== Extracted records ==

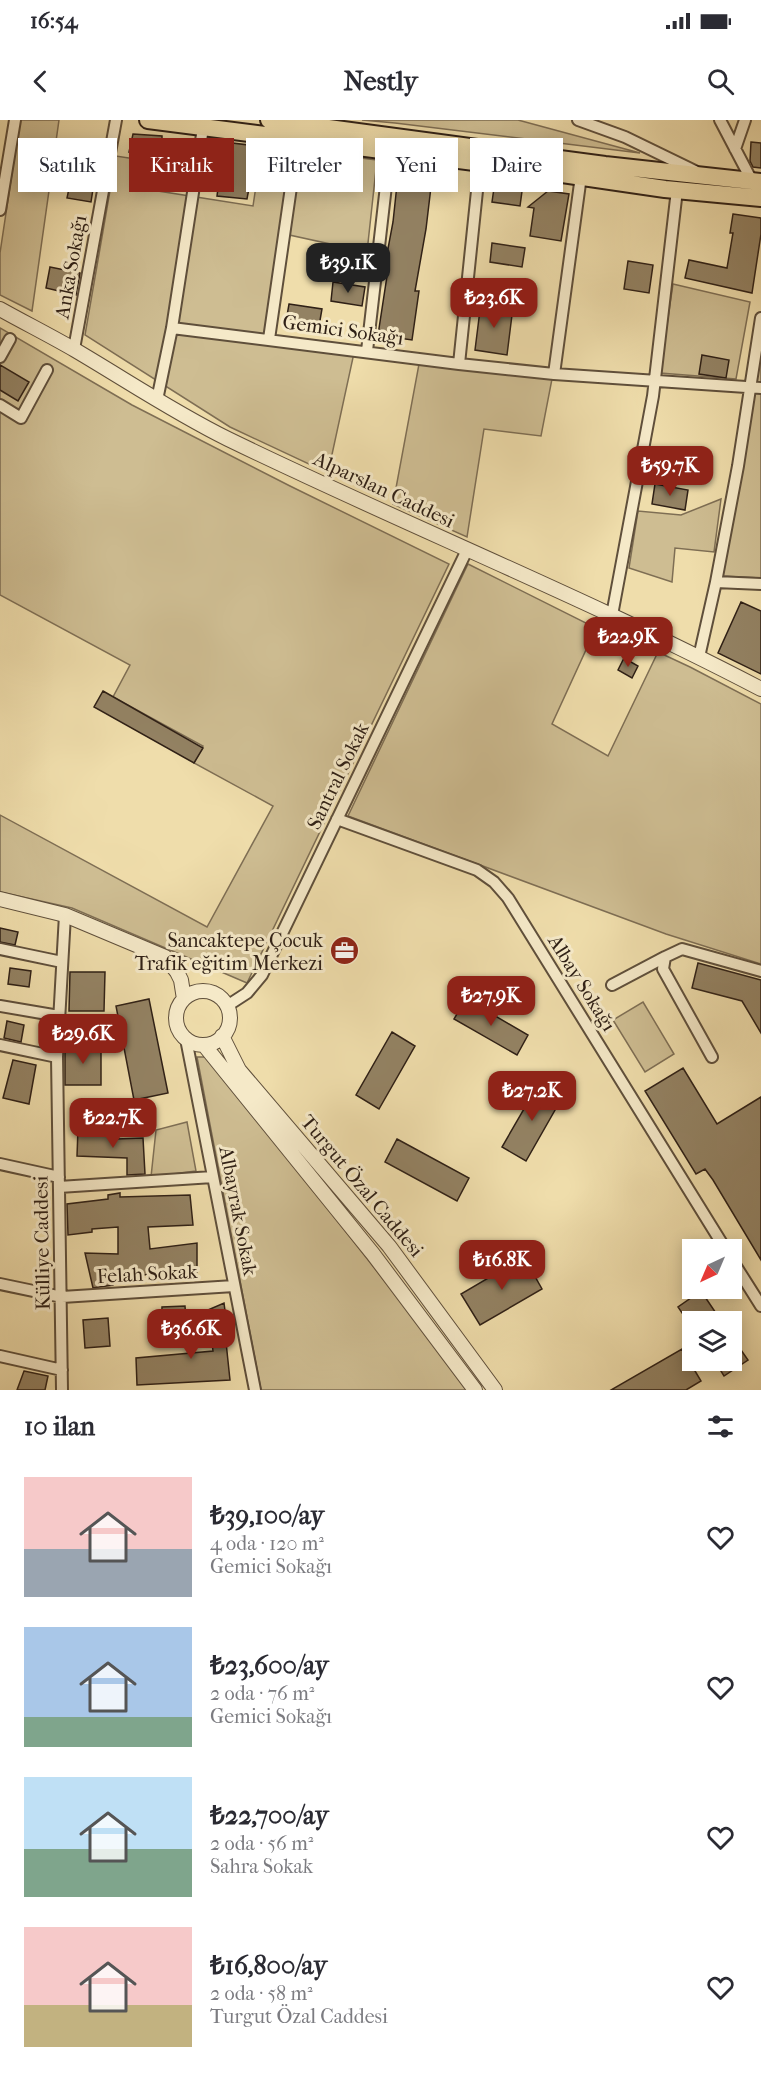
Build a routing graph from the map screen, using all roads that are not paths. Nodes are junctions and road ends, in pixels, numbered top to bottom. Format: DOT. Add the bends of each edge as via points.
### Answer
graph roads {
  1 [pos="15,120"];
  2 [pos="116,120"];
  3 [pos="148,120"];
  4 [pos="269,120"];
  5 [pos="578,120"];
  6 [pos="720,120"];
  7 [pos="745,120"];
  8 [pos="203,124"];
  9 [pos="292,138"];
  10 [pos="735,149"];
  11 [pos="563,174"];
  12 [pos="706,176"];
  13 [pos="581,177"];
  14 [pos="756,182"];
  15 [pos="677,190"];
  16 [pos="290,192"];
  17 [pos="385,192"];
  18 [pos="477,192"];
  19 [pos="761,198"];
  20 [pos="0,210"];
  21 [pos="0,309"];
  22 [pos="761,318"];
  23 [pos="172,327"];
  24 [pos="10,339"];
  25 [pos="269,339"];
  26 [pos="74,350"];
  27 [pos="367,351"];
  28 [pos="0,357"];
  29 [pos="459,364"];
  30 [pos="47,370"];
  31 [pos="554,374"];
  32 [pos="654,380"];
  33 [pos="756,387"];
  34 [pos="157,400"];
  35 [pos="0,405"];
  36 [pos="467,550"];
  37 [pos="716,582"];
  38 [pos="761,585"];
  39 [pos="612,615"];
  40 [pos="699,657"];
  41 [pos="761,689"];
  42 [pos="337,819"];
  43 [pos="0,899"];
  44 [pos="65,915"];
  45 [pos="0,949"];
  46 [pos="665,957"];
  47 [pos="62,962"];
  48 [pos="761,970"];
  49 [pos="612,985"];
  50 [pos="184,999"];
  51 [pos="0,1006"];
  52 [pos="227,1006"];
  53 [pos="59,1016"];
  54 [pos="222,1036"];
  55 [pos="186,1039"];
  56 [pos="0,1045"];
  57 [pos="204,1045"];
  58 [pos="57,1057"];
  59 [pos="712,1057"];
  60 [pos="0,1164"];
  61 [pos="213,1177"];
  62 [pos="59,1182"];
  63 [pos="719,1239"];
  64 [pos="742,1276"];
  65 [pos="0,1284"];
  66 [pos="234,1287"];
  67 [pos="62,1297"];
  68 [pos="761,1306"];
  69 [pos="0,1356"];
  70 [pos="62,1370"];
  71 [pos="62,1390"];
  72 [pos="255,1390"];
  73 [pos="475,1390"];
  74 [pos="495,1390"];
  1 -- 20 [label="street"];
  2 -- 26 [label="street, Anka Sokağı"];
  3 -- 8 [label="main road"];
  4 -- 12 [label="main road"];
  5 -- 12 [label="street" via="625,137"];
  6 -- 10 [label="street"];
  7 -- 10 [label="street"];
  8 -- 9 [label="main road"];
  8 -- 23 [label="street"];
  10 -- 14 [label="street"];
  11 -- 13 [label="main road"];
  12 -- 14 [label="main road"];
  13 -- 15 [label="main road"];
  13 -- 31 [label="street"];
  15 -- 19 [label="main road"];
  15 -- 32 [label="street"];
  16 -- 25 [label="street"];
  17 -- 27 [label="street"];
  18 -- 29 [label="street"];
  21 -- 26 [label="street, Alparslan Caddesi"];
  22 -- 33 [label="street"];
  23 -- 25 [label="street, Gemici Sokağı"];
  23 -- 34 [label="street"];
  24 -- 28 [label="street"];
  25 -- 27 [label="street, Gemici Sokağı"];
  26 -- 34 [label="street, Alparslan Caddesi"];
  27 -- 29 [label="street, Gemici Sokağı"];
  29 -- 31 [label="street, Gemici Sokağı"];
  30 -- 35 [label="street" via="21,418"];
  31 -- 32 [label="street, Gemici Sokağı"];
  32 -- 33 [label="street, Gemici Sokağı"];
  32 -- 39 [label="street"];
  33 -- 37 [label="street"];
  34 -- 36 [label="street, Alparslan Caddesi" via="226,438"];
  36 -- 39 [label="street, Alparslan Caddesi"];
  36 -- 42 [label="street, Santral Sokak"];
  37 -- 38 [label="street"];
  37 -- 40 [label="street"];
  39 -- 40 [label="street, Alparslan Caddesi"];
  40 -- 41 [label="street, Alparslan Caddesi"];
  42 -- 52 [label="street, Santral Sokak" via="262,975 247,993"];
  42 -- 63 [label="street, Albay Sokağı" via="477,870 494,882 508,898"];
  43 -- 44 [label="street"];
  44 -- 47 [label="street, Külliye Caddesi"];
  44 -- 50 [label="street" via="165,957 181,980"];
  45 -- 47 [label="street"];
  46 -- 48 [label="street" via="682,949"];
  46 -- 49 [label="street"];
  46 -- 59 [label="street" via="663,969"];
  47 -- 53 [label="street, Külliye Caddesi"];
  50 -- 52 [label="street" via="192,993 209,992"];
  50 -- 55 [label="street" via="176,1015 180,1033"];
  51 -- 53 [label="street"];
  52 -- 54 [label="street" via="229,1025"];
  53 -- 58 [label="street, Külliye Caddesi"];
  54 -- 57 [label="street"];
  54 -- 74 [label="street, Turgut Özal Caddesi" via="239,1070 389,1246"];
  55 -- 57 [label="street"];
  55 -- 61 [label="street, Albayrak Sokak"];
  56 -- 58 [label="street"];
  57 -- 73 [label="street, Turgut Özal Caddesi" via="373,1254"];
  58 -- 62 [label="street, Külliye Caddesi"];
  60 -- 62 [label="street"];
  61 -- 62 [label="street"];
  61 -- 66 [label="street, Albayrak Sokak"];
  62 -- 67 [label="street, Külliye Caddesi"];
  64 -- 68 [label="street"];
  65 -- 67 [label="street, Felah Sokak"];
  66 -- 67 [label="street, Felah Sokak"];
  66 -- 72 [label="street, Albayrak Sokak"];
  67 -- 70 [label="street, Külliye Caddesi"];
  69 -- 70 [label="street"];
  70 -- 71 [label="street, Külliye Caddesi"];
}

===

* [Aim of the task]: Each entry above should be returned exactly as written, minus its pictures.

* [Output of the task]:
Build a routing graph from the map screen, using all roads that are not paths. Nodes are junctions and road ends, in pixels, numbered top to bottom. Format: DOT. Add the bends of each edge as via points.
### Answer
graph roads {
  1 [pos="15,120"];
  2 [pos="116,120"];
  3 [pos="148,120"];
  4 [pos="269,120"];
  5 [pos="578,120"];
  6 [pos="720,120"];
  7 [pos="745,120"];
  8 [pos="203,124"];
  9 [pos="292,138"];
  10 [pos="735,149"];
  11 [pos="563,174"];
  12 [pos="706,176"];
  13 [pos="581,177"];
  14 [pos="756,182"];
  15 [pos="677,190"];
  16 [pos="290,192"];
  17 [pos="385,192"];
  18 [pos="477,192"];
  19 [pos="761,198"];
  20 [pos="0,210"];
  21 [pos="0,309"];
  22 [pos="761,318"];
  23 [pos="172,327"];
  24 [pos="10,339"];
  25 [pos="269,339"];
  26 [pos="74,350"];
  27 [pos="367,351"];
  28 [pos="0,357"];
  29 [pos="459,364"];
  30 [pos="47,370"];
  31 [pos="554,374"];
  32 [pos="654,380"];
  33 [pos="756,387"];
  34 [pos="157,400"];
  35 [pos="0,405"];
  36 [pos="467,550"];
  37 [pos="716,582"];
  38 [pos="761,585"];
  39 [pos="612,615"];
  40 [pos="699,657"];
  41 [pos="761,689"];
  42 [pos="337,819"];
  43 [pos="0,899"];
  44 [pos="65,915"];
  45 [pos="0,949"];
  46 [pos="665,957"];
  47 [pos="62,962"];
  48 [pos="761,970"];
  49 [pos="612,985"];
  50 [pos="184,999"];
  51 [pos="0,1006"];
  52 [pos="227,1006"];
  53 [pos="59,1016"];
  54 [pos="222,1036"];
  55 [pos="186,1039"];
  56 [pos="0,1045"];
  57 [pos="204,1045"];
  58 [pos="57,1057"];
  59 [pos="712,1057"];
  60 [pos="0,1164"];
  61 [pos="213,1177"];
  62 [pos="59,1182"];
  63 [pos="719,1239"];
  64 [pos="742,1276"];
  65 [pos="0,1284"];
  66 [pos="234,1287"];
  67 [pos="62,1297"];
  68 [pos="761,1306"];
  69 [pos="0,1356"];
  70 [pos="62,1370"];
  71 [pos="62,1390"];
  72 [pos="255,1390"];
  73 [pos="475,1390"];
  74 [pos="495,1390"];
  1 -- 20 [label="street"];
  2 -- 26 [label="street, Anka Sokağı"];
  3 -- 8 [label="main road"];
  4 -- 12 [label="main road"];
  5 -- 12 [label="street" via="625,137"];
  6 -- 10 [label="street"];
  7 -- 10 [label="street"];
  8 -- 9 [label="main road"];
  8 -- 23 [label="street"];
  10 -- 14 [label="street"];
  11 -- 13 [label="main road"];
  12 -- 14 [label="main road"];
  13 -- 15 [label="main road"];
  13 -- 31 [label="street"];
  15 -- 19 [label="main road"];
  15 -- 32 [label="street"];
  16 -- 25 [label="street"];
  17 -- 27 [label="street"];
  18 -- 29 [label="street"];
  21 -- 26 [label="street, Alparslan Caddesi"];
  22 -- 33 [label="street"];
  23 -- 25 [label="street, Gemici Sokağı"];
  23 -- 34 [label="street"];
  24 -- 28 [label="street"];
  25 -- 27 [label="street, Gemici Sokağı"];
  26 -- 34 [label="street, Alparslan Caddesi"];
  27 -- 29 [label="street, Gemici Sokağı"];
  29 -- 31 [label="street, Gemici Sokağı"];
  30 -- 35 [label="street" via="21,418"];
  31 -- 32 [label="street, Gemici Sokağı"];
  32 -- 33 [label="street, Gemici Sokağı"];
  32 -- 39 [label="street"];
  33 -- 37 [label="street"];
  34 -- 36 [label="street, Alparslan Caddesi" via="226,438"];
  36 -- 39 [label="street, Alparslan Caddesi"];
  36 -- 42 [label="street, Santral Sokak"];
  37 -- 38 [label="street"];
  37 -- 40 [label="street"];
  39 -- 40 [label="street, Alparslan Caddesi"];
  40 -- 41 [label="street, Alparslan Caddesi"];
  42 -- 52 [label="street, Santral Sokak" via="262,975 247,993"];
  42 -- 63 [label="street, Albay Sokağı" via="477,870 494,882 508,898"];
  43 -- 44 [label="street"];
  44 -- 47 [label="street, Külliye Caddesi"];
  44 -- 50 [label="street" via="165,957 181,980"];
  45 -- 47 [label="street"];
  46 -- 48 [label="street" via="682,949"];
  46 -- 49 [label="street"];
  46 -- 59 [label="street" via="663,969"];
  47 -- 53 [label="street, Külliye Caddesi"];
  50 -- 52 [label="street" via="192,993 209,992"];
  50 -- 55 [label="street" via="176,1015 180,1033"];
  51 -- 53 [label="street"];
  52 -- 54 [label="street" via="229,1025"];
  53 -- 58 [label="street, Külliye Caddesi"];
  54 -- 57 [label="street"];
  54 -- 74 [label="street, Turgut Özal Caddesi" via="239,1070 389,1246"];
  55 -- 57 [label="street"];
  55 -- 61 [label="street, Albayrak Sokak"];
  56 -- 58 [label="street"];
  57 -- 73 [label="street, Turgut Özal Caddesi" via="373,1254"];
  58 -- 62 [label="street, Külliye Caddesi"];
  60 -- 62 [label="street"];
  61 -- 62 [label="street"];
  61 -- 66 [label="street, Albayrak Sokak"];
  62 -- 67 [label="street, Külliye Caddesi"];
  64 -- 68 [label="street"];
  65 -- 67 [label="street, Felah Sokak"];
  66 -- 67 [label="street, Felah Sokak"];
  66 -- 72 [label="street, Albayrak Sokak"];
  67 -- 70 [label="street, Külliye Caddesi"];
  69 -- 70 [label="street"];
  70 -- 71 [label="street, Külliye Caddesi"];
}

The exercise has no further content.